Celery is a cool weather crop that takes 16 weeks of optimal weather conditions to mature. If you live in an area that tends to have hot summers or a short growing season as I do, you may never have attempted to grow celery even if you love the crunchy veggie. Since I love celery raw and for use in a variety of dishes, I thought, can I grow celery in a pot? Let’s find out!
Can I Grow Celery in a Pot?
Turns out that yes, container grown celery plants are not only possible but circumvent the vagaries of the weather. Celery grown in pots allows you to move the plant around to keep it in an ideal temperature range.

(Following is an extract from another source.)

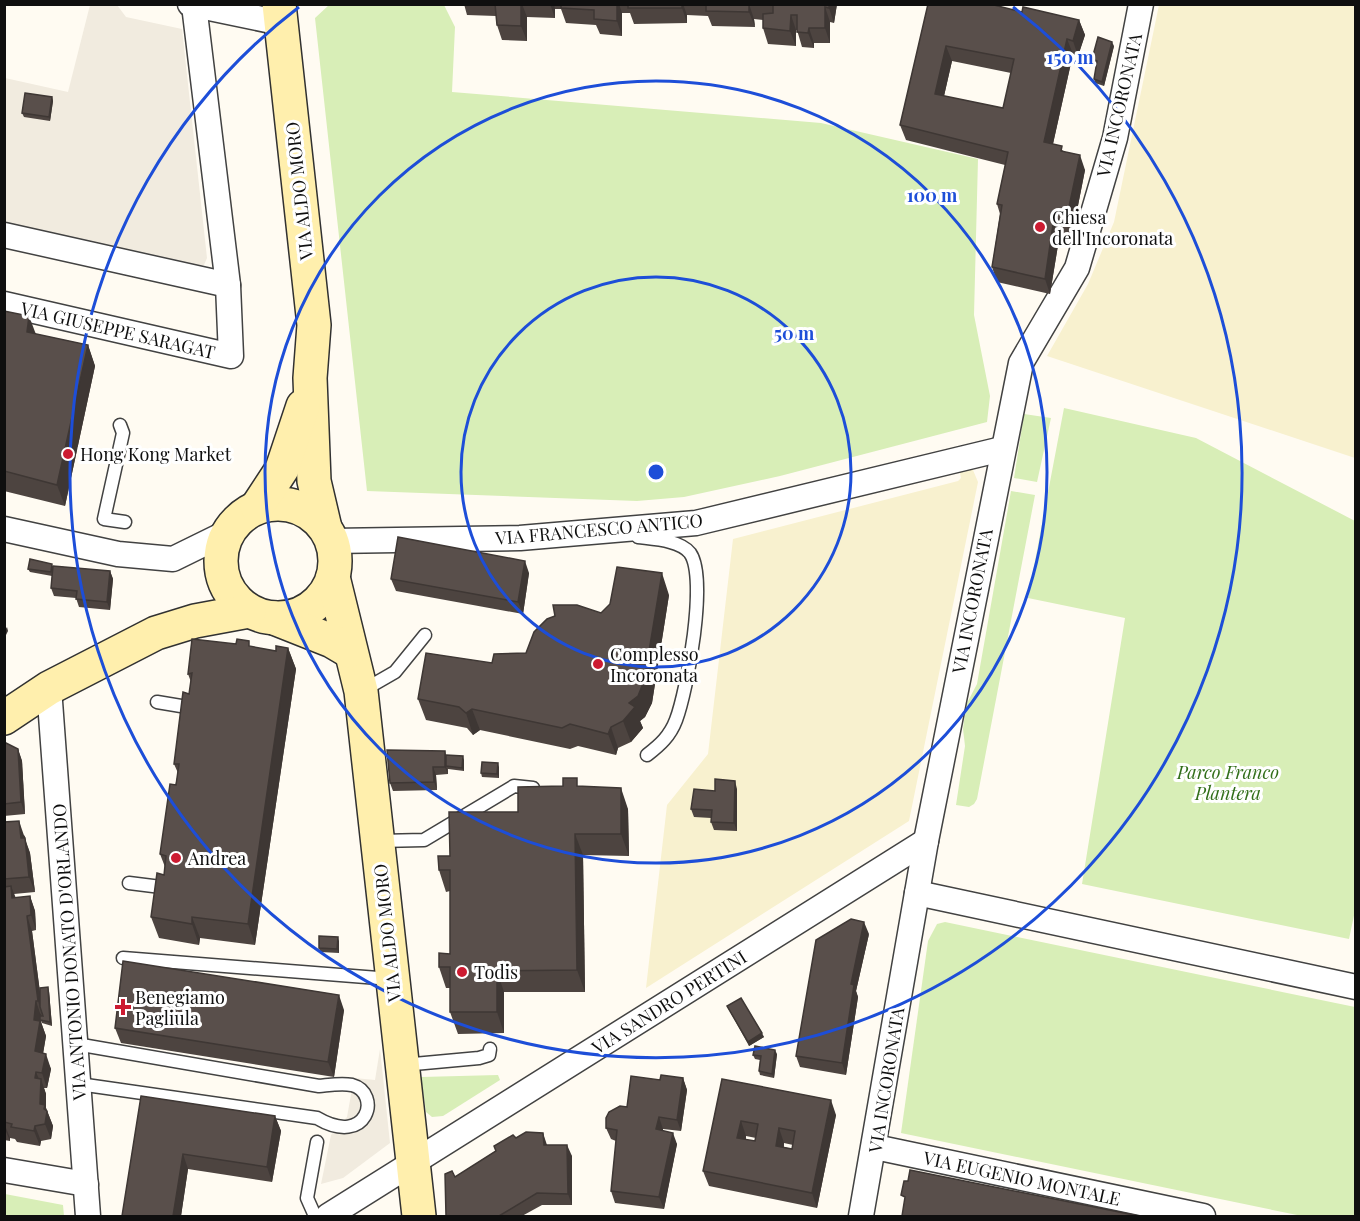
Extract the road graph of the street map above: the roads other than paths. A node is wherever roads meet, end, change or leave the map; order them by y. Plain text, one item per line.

You can also start celery early in pots, well before the frost-free date in your area and then transplant to a larger container to move outside.
Let’s look at some tips for growing celery in containers as well as care for celery in a container.
Celery Grown in Pots
So how do you go about growing celery in containers?
Choose a container that is at least 8 inches (20 cm.) deep and long enough to plant additional celery plants 10 inches (25 cm.) apart. Don’t use unglazed clay pots, if possible, as they dry out quickly and celery likes to stay moist. Plastic containers are a great choice in this instance, as they maintain moist conditions.
Amend the soil with plenty of organic compost to aid in retaining moisture.
Plant seeds 8 to 12 weeks before the last frost. Germination takes around two weeks. Sow seeds only 1/8 to ½ inch (3 mm. to 1 cm.) deep, covered lightly with soil. For an 8 inch (20 cm.) pot, sow five seeds with 2 inches (5 cm.) between seeds. I know they’re tiny; do the best you can.
When the seeds have sprouted, thin out the smallest by half. When the plants are 3 inches tall (8 cm.), thin out to one plant.
Keep the plants in an area of at least six hours of sun per day with temps between 60 and 75 degrees F. (15-23 C.) during the day and 60 to 65 degrees F. (15-18 C.) at night.
Care for Celery in a Container
- Celery is a water hog, so be sure to keep the growing celery in a container moist at all times.
- Use an organic fertilizer (fish emulsion or seaweed extract) every two weeks.
- Other than that, once the seedlings have established, there is little to do but wait for those crunchy, zero calorie stalks to mature.